Tarık Zafer Tunaya, II. Meşrutiyet'in "Cumhuriyetin Laboratuvarı" olduğunu söylemiştir. Aslında II. Meşrutiyet'in "Cumhuriyeti kuranların eğitim alanı" olduğunu söylemek daha yerinde olacaktır. Bu çağda binbir felaket ve bozgun arasında, İttihatçıların deneme yanılma metoduyla ulaştıkları ilk menzil, imparatorluğun batışı olmuştur. Cumhuriyet, işte tam bu noktadan geriye bakılarak alınan derslerle kurulmuştur. Bunu asla unutmamak gerekir!
'Ayrılıkçı' ayaklanmalar
II. Abdülhamit, 13 Şubat 1878'de Meclis-i Mebusan'ı dağıtarak Kanunu Esasi'yi askıya aldığında, aslında bir gölgeyi bertaraf etmişti. Çünkü ortada kâğıt üstünde dahi ne gerçek bir parlamenter sistem ne de onu sahiplenecek bir vatandaş katılımı vardı. II. Abdülhamit 30 yıl kadar sürecek olan istibdadında kitlesel anlamda bakıldığında dişe dokunur bir halk direnişiyle karşılaşmamıştı. II. Abdülhamit'in istibdadının sonunda Arnavutluk'tan çekilen sürpriz birkaç tehdit telgrafına bakarak anayasayı raftan indirmesi, sadece bir yıla yakın bir zaman kazanmasına yetebilmişti. Anayasayı raftan indirmesinden 8 ay sonra 31 Mart Vakası patlayacaktı. Erzurum'da, 1907 yılında yeni vergilerin konması üzerine çıkan ve çarşının bir hafta kapalı kalmasına sebep olan kargaşalığa bakarak yapılan genelleme ve çıkarsamalar yanıltıcıdır. 1908'de Firzovik'te Arnavutların yaptığı toplantının bir halk ayaklanması olarak gösterilmesi ise o günün ajitasyon koşullarına belki uymaktaydı ama tarihsel olarak ciddi bir muhalefet sayılamazdı. Öte yandan imparatorluk çapındaki kıpırtı ve ayaklanmaların ağırlığının ayrılıkçı hareketlerde olması, bu hareketleri iktidara karşı halk ayaklanmaları olarak görmemizi engeller. Nitekim Batılı güçler kendi topraklarında eylem yapan bir avuç Jöntürk'ün sık sık tekrarladığı, II. Abdülhamit rejiminde Müslüman ahalinin de en az gayrimüslimler kadar ezildiği iddiasıyla işte bu sebeple hiç ilgilenmemiştir.

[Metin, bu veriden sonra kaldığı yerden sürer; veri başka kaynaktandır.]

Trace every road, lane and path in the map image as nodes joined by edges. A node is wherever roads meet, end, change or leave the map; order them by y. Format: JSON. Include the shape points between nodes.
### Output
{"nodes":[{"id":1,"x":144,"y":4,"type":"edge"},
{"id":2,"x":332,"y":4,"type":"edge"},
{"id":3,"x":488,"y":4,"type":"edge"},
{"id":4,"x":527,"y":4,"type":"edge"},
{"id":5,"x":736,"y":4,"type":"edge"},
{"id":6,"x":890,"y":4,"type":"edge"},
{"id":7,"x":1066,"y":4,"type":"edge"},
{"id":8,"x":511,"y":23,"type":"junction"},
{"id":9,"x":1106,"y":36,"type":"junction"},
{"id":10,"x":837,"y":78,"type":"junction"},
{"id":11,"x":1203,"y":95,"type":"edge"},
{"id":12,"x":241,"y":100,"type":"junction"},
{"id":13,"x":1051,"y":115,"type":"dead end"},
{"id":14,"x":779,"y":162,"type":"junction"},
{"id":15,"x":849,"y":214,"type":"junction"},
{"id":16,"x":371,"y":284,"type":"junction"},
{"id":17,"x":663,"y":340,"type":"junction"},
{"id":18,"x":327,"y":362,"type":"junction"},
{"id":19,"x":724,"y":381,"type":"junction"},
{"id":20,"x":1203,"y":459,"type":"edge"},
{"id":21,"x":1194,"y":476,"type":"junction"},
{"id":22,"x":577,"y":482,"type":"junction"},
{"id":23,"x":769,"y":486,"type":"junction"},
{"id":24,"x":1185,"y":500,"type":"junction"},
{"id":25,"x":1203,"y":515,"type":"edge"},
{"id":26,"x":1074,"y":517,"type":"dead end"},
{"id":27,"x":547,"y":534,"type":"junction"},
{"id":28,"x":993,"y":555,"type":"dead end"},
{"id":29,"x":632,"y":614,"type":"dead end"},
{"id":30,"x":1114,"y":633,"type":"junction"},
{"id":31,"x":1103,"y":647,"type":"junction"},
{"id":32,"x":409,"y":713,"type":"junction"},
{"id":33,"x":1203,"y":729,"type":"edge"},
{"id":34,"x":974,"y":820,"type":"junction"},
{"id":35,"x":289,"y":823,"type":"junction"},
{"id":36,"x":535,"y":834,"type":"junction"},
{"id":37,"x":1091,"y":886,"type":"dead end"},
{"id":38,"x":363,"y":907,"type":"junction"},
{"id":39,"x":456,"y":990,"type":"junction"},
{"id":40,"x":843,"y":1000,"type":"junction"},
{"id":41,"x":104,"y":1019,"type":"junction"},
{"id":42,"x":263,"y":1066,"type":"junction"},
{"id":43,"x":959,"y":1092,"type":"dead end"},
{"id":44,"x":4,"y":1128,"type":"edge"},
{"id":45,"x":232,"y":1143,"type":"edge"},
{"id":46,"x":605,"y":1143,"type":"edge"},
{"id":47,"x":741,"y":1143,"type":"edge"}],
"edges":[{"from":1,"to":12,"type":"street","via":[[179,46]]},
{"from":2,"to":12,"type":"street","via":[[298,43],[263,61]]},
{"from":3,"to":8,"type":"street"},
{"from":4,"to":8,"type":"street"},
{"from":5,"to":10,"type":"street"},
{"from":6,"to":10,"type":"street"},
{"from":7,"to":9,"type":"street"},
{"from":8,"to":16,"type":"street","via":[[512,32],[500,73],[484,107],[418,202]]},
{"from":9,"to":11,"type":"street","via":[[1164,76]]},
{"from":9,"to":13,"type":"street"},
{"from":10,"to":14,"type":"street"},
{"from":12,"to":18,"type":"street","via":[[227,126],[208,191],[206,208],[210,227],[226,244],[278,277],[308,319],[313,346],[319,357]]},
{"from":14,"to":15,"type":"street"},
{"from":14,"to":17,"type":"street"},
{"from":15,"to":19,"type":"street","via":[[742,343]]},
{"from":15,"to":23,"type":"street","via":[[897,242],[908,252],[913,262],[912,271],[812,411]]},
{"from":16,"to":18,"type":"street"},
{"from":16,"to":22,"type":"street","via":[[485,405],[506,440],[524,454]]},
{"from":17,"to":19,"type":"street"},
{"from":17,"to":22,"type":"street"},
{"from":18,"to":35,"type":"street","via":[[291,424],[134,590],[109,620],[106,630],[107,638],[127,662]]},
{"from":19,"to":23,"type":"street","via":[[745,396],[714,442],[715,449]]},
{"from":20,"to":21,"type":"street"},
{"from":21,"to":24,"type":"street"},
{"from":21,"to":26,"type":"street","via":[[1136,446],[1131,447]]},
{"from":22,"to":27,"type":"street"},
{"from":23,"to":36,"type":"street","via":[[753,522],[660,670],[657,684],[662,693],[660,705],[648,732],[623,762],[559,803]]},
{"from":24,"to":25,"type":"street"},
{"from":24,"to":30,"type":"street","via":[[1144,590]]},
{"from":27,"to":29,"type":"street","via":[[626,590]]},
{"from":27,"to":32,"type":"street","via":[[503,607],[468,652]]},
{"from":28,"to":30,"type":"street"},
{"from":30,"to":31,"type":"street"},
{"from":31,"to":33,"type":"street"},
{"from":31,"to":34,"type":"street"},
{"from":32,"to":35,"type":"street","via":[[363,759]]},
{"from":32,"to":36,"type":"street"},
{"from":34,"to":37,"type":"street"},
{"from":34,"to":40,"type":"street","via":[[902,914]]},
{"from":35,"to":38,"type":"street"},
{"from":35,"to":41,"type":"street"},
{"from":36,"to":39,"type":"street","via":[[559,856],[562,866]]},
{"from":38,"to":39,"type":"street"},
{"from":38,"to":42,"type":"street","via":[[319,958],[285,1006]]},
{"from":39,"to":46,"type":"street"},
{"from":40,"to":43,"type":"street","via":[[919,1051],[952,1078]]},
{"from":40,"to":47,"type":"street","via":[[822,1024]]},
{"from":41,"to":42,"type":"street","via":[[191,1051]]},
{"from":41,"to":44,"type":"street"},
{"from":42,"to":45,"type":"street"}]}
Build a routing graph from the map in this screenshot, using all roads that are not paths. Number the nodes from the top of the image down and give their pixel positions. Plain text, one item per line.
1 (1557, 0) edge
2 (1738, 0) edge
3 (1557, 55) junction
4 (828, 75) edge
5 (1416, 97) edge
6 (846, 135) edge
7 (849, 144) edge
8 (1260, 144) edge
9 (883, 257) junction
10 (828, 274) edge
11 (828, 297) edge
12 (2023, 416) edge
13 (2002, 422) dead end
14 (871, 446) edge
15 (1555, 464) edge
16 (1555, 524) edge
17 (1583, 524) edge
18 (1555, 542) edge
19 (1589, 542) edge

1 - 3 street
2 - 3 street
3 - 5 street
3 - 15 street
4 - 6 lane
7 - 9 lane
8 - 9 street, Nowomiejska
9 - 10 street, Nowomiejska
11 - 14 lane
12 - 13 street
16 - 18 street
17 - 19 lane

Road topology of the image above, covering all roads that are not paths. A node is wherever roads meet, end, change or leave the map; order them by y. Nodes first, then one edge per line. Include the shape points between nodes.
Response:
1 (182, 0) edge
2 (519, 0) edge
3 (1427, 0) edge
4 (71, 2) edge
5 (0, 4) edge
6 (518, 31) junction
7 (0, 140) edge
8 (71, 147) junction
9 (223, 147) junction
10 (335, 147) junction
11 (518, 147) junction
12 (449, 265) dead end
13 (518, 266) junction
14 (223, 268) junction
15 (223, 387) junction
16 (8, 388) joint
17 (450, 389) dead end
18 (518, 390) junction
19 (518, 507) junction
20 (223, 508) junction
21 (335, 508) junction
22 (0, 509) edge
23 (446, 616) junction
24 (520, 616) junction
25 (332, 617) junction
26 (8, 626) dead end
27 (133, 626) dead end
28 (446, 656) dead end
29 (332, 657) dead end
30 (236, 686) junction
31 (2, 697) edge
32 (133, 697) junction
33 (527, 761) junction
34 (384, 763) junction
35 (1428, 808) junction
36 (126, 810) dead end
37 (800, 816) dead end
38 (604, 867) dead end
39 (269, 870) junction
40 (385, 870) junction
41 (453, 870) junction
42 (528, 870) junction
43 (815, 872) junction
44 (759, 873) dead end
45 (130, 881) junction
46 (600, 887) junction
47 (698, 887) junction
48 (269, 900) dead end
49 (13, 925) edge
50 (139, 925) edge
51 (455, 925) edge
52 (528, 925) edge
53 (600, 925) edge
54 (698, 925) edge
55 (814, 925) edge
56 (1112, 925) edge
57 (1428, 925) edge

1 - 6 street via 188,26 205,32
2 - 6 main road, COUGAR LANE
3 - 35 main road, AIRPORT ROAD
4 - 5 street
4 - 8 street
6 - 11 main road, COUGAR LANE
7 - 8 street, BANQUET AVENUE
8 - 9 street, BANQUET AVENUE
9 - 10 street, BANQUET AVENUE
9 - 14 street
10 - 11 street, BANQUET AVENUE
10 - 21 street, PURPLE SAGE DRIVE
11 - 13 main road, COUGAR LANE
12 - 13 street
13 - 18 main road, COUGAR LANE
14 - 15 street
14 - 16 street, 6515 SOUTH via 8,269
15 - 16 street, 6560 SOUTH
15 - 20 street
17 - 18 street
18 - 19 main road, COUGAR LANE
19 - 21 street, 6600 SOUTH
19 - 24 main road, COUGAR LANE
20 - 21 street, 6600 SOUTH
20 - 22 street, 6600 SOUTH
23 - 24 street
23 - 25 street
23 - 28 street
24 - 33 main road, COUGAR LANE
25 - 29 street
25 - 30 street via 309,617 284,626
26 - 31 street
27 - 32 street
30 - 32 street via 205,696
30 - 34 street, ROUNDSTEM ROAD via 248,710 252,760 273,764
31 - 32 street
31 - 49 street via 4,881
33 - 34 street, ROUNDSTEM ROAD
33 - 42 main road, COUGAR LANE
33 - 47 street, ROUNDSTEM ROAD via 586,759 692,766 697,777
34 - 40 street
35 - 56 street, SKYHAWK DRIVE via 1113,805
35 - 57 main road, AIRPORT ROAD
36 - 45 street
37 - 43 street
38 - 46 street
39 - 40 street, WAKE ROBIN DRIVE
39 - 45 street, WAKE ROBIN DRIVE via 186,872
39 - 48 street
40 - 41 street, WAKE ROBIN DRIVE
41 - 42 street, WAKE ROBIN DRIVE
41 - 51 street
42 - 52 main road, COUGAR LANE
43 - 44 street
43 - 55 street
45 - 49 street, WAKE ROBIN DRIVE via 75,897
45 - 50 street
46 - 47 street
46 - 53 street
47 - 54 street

Jöntürklerin efsane ismi Ahmet Rıza Bey'in Paris'te 6 yıl boyunca pozitivizmle zaman harcayıp ara sıra da padişaha devletin ıslahı hakkında layihalar sunarken birdenbire Meşveret gazetesini çıkarmaya başlaması, ilginçtir, Ermeni ayaklanmalarının başladığı 1895 tarihine rastlar. Ahmet Rıza Ermenileri desteklerken kullandığı dil yüzünden Abdülhamit'le mahkemelik olur ve bu vesileyle de başta Clemenceau kardeşler olmak üzere siyaset dünyasının ünlü isimleriyle sıcak ilişkiler kurar. Mütareke yıllarında Ahmet Rıza, başta Fransa başbakanlığına kadar çıkmış Clemenceau olmak üzere dost sandığı isimlere mektuplar yağdırmışsa da çok geçmeden kimsenin ona kulak asmadığını hayretle görecektir. Yabancı güçlerle el ele çalışmak o tarihlerde herhalde ayıp sayılan bir şey değildi. Nitekim Ahmet Rıza'nın en büyük rakibi Mizancı Murat, gazetesini Mısır'da yayımlamak için Büyük Britanya Başbakanı Salisbury'den izin aldığını hiç saklamamıştır. Adı her nedense Türk dostuna çıkmış olan Salisbury ise bu sıralar Osmanlı İmparatorluğu'nun parçalanma projelerinin tarihteki en ciddi örneğini sunmak üzeredir.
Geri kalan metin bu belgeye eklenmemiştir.